We love beach days, Disneyland, pool time, playing cards, completing puzzles, watching movies, trying out restaurants with great YELP reviews and just being together. It's a break from my normal routine and for me, it's a wonderful "vacation!"































Monday, July 31, 2017

A Birthday Surprise for the Els

Turning forty was the icing on the cake...
But, the C-A-K-E (aka the best part of yesterday) was sharing with our four children whether or not they are getting a baby brother or baby sister in January.
We've never done a "gender reveal." I don't think they were super popular 7 plus years ago. And, definitely not 13 years ago. Plus, Dad and I like to know and the gender reveal part would be for our kids and not for us. 
Since they are older, we wanted to make it really fun for them. So, we ordered a ballon with confetti to reveal the sex of the baby. We incorporated this into my family birthday party so that many cousins, grandparents, aunt and uncles could enjoy and share in our excitement. We currently have 3 boys and 1 girl. The Els are over the moon to know who we are expecting!




Popped the balloon!



Hooray!


Already in LOVE


The Els finding out on El Momma's 40th birthday! 💗💗💗💗💗

Sunday, July 23, 2017

A case for a big age difference in kids

I grew up in a family that was mid-sized. Two parents and three kids. My oldest sibling, my brother, was thirteen when I was born. My sister was eight. I was a surprise. Not that my parents didn't want more children, they just didn't think it was possible given all the time that went by in between pregnancies.

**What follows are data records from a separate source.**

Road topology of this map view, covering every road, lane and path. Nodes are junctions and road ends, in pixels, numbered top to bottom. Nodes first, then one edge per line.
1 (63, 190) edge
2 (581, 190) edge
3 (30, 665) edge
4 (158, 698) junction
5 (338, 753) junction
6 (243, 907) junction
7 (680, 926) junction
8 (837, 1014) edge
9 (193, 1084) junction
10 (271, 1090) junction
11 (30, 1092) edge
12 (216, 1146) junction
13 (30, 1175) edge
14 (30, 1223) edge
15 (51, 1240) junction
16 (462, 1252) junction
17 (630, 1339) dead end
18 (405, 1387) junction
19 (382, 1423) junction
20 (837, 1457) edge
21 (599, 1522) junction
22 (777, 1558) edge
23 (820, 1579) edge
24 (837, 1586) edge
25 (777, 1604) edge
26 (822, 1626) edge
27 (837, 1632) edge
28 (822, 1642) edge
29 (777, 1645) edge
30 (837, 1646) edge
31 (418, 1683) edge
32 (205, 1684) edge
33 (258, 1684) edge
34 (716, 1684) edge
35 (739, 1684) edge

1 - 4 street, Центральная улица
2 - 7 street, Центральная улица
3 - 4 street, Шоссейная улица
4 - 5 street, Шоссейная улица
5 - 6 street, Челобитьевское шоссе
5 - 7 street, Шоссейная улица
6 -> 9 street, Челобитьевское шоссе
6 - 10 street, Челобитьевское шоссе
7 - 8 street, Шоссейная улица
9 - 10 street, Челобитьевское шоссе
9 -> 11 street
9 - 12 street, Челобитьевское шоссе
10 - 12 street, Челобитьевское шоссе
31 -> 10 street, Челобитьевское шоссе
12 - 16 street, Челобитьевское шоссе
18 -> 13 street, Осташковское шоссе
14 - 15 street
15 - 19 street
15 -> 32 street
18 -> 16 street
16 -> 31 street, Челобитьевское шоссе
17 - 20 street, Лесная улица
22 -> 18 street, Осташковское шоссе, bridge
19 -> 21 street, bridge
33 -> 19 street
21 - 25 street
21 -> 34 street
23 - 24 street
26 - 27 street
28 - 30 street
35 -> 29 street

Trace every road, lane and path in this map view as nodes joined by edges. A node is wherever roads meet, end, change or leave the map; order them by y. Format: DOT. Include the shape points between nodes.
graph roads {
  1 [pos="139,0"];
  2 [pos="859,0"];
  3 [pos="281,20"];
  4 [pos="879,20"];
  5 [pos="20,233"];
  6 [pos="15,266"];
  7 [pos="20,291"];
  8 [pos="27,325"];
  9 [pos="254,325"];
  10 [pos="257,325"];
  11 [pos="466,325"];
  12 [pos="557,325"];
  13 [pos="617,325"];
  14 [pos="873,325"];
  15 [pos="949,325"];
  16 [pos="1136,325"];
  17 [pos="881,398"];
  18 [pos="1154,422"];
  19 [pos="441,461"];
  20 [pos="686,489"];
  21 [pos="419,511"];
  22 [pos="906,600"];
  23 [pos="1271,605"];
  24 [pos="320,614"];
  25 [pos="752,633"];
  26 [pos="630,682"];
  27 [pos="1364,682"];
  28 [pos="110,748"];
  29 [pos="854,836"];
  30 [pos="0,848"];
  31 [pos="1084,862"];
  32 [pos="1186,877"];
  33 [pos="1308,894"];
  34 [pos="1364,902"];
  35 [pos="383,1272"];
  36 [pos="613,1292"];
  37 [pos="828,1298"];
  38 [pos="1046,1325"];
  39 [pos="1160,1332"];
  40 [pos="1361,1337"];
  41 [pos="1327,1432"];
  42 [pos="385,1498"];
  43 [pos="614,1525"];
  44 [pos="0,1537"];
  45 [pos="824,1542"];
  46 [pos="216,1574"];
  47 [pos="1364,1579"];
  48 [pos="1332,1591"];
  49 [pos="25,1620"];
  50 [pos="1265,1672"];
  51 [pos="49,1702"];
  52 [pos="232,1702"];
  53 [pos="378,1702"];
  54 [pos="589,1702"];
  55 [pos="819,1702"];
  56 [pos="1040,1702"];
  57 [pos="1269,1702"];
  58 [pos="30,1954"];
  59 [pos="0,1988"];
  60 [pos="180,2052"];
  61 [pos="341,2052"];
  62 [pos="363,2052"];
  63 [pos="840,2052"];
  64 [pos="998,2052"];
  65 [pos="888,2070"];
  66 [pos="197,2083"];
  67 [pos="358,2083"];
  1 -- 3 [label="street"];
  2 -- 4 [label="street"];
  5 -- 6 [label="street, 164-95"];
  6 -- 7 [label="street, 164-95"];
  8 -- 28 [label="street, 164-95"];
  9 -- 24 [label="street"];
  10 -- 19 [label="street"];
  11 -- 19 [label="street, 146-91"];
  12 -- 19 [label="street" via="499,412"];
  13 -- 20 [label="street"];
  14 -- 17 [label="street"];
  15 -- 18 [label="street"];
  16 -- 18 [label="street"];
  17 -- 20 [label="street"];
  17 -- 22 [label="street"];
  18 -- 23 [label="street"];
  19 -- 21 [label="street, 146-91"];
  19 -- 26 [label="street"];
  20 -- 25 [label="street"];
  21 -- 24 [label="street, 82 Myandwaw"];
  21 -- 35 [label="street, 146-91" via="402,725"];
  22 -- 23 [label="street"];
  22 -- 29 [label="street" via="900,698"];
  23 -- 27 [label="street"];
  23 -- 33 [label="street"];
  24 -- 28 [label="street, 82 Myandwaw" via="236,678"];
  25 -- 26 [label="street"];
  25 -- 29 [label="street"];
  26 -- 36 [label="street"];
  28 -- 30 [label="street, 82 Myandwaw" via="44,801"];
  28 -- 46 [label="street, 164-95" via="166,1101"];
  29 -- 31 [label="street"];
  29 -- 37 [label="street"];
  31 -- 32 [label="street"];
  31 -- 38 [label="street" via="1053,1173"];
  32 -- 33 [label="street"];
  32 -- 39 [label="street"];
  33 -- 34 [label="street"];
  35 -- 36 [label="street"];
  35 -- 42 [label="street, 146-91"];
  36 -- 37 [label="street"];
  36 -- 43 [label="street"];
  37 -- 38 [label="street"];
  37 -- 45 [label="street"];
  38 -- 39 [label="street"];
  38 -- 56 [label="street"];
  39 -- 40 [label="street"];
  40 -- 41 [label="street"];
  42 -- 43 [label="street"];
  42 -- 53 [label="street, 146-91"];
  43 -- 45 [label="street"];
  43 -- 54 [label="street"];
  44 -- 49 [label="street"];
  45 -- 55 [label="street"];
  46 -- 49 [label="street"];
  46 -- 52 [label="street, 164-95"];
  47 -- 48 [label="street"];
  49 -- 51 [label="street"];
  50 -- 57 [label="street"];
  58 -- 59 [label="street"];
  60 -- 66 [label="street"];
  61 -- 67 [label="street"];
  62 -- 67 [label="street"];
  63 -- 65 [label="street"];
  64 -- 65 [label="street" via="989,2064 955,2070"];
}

We just shared via this video that we are expecting our 5th baby El in January. We are beyond thrilled. We spent a lot of time praying and hoping for this little baby. There will be 7 years between Leeland (our youngest) and the baby and almost 13 years between our oldest and youngest! Very similar age difference to my big brother and I.


My brother and I when I was in High School



I loved growing up with a brother who was thirteen years older. He gave me so much attention when I was little and it continued when he went to college. I missed him a ton when he graduated from high school. But, we stayed close. He saved me from many a near-crisis when I lived in Los Angeles. (Thank you, Michael!) Our relationship has only grown over the years and now we remain very close friends.

From the perspective of the older child(ren), I believe giving them this younger sibling is going to be an amazing growth opportunity. No, I am not expecting my children to mature overnight. But, I do believe this will help along a very natural progression in their maturity and development. None of my children were old enough to appreciate the miracle of life or really helping in the house when any of my babies were born. That is all going to be very different this time. They have no idea how much change is coming, but I believe they are going to be over the moon for this little one and we are all going to love having a new baby El in the house!